-- Opening Marker --

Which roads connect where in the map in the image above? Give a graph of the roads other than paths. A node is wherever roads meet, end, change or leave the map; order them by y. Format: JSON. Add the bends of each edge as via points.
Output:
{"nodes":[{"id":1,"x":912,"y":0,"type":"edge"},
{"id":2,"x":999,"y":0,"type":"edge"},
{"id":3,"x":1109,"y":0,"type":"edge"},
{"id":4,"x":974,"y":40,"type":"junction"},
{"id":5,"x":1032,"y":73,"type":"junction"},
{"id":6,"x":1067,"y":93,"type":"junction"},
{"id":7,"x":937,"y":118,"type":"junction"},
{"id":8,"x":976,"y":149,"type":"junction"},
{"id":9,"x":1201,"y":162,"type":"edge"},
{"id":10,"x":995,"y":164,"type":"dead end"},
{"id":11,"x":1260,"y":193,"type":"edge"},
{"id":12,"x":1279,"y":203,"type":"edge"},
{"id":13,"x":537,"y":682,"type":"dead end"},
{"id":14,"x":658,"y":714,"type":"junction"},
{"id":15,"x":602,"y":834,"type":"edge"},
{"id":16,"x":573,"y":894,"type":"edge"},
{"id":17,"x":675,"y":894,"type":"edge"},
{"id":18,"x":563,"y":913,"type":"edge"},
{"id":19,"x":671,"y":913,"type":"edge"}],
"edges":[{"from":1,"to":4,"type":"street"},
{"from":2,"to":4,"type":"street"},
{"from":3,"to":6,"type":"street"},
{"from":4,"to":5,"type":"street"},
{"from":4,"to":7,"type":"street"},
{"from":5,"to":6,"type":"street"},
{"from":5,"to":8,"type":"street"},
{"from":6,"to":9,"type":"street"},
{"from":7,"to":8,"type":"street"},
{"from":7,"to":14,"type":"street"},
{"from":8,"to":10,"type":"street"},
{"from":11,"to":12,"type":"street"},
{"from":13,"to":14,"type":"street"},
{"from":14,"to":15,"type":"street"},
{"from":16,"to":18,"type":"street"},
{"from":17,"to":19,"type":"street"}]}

-- Closing Marker --

## What you have to do
Send back all of the entries exactly, with nothing missing.

## Exercise solution
Which roads connect where in the map in the image above? Give a graph of the roads other than paths. A node is wherever roads meet, end, change or leave the map; order them by y. Format: JSON. Add the bends of each edge as via points.
Output:
{"nodes":[{"id":1,"x":912,"y":0,"type":"edge"},
{"id":2,"x":999,"y":0,"type":"edge"},
{"id":3,"x":1109,"y":0,"type":"edge"},
{"id":4,"x":974,"y":40,"type":"junction"},
{"id":5,"x":1032,"y":73,"type":"junction"},
{"id":6,"x":1067,"y":93,"type":"junction"},
{"id":7,"x":937,"y":118,"type":"junction"},
{"id":8,"x":976,"y":149,"type":"junction"},
{"id":9,"x":1201,"y":162,"type":"edge"},
{"id":10,"x":995,"y":164,"type":"dead end"},
{"id":11,"x":1260,"y":193,"type":"edge"},
{"id":12,"x":1279,"y":203,"type":"edge"},
{"id":13,"x":537,"y":682,"type":"dead end"},
{"id":14,"x":658,"y":714,"type":"junction"},
{"id":15,"x":602,"y":834,"type":"edge"},
{"id":16,"x":573,"y":894,"type":"edge"},
{"id":17,"x":675,"y":894,"type":"edge"},
{"id":18,"x":563,"y":913,"type":"edge"},
{"id":19,"x":671,"y":913,"type":"edge"}],
"edges":[{"from":1,"to":4,"type":"street"},
{"from":2,"to":4,"type":"street"},
{"from":3,"to":6,"type":"street"},
{"from":4,"to":5,"type":"street"},
{"from":4,"to":7,"type":"street"},
{"from":5,"to":6,"type":"street"},
{"from":5,"to":8,"type":"street"},
{"from":6,"to":9,"type":"street"},
{"from":7,"to":8,"type":"street"},
{"from":7,"to":14,"type":"street"},
{"from":8,"to":10,"type":"street"},
{"from":11,"to":12,"type":"street"},
{"from":13,"to":14,"type":"street"},
{"from":14,"to":15,"type":"street"},
{"from":16,"to":18,"type":"street"},
{"from":17,"to":19,"type":"street"}]}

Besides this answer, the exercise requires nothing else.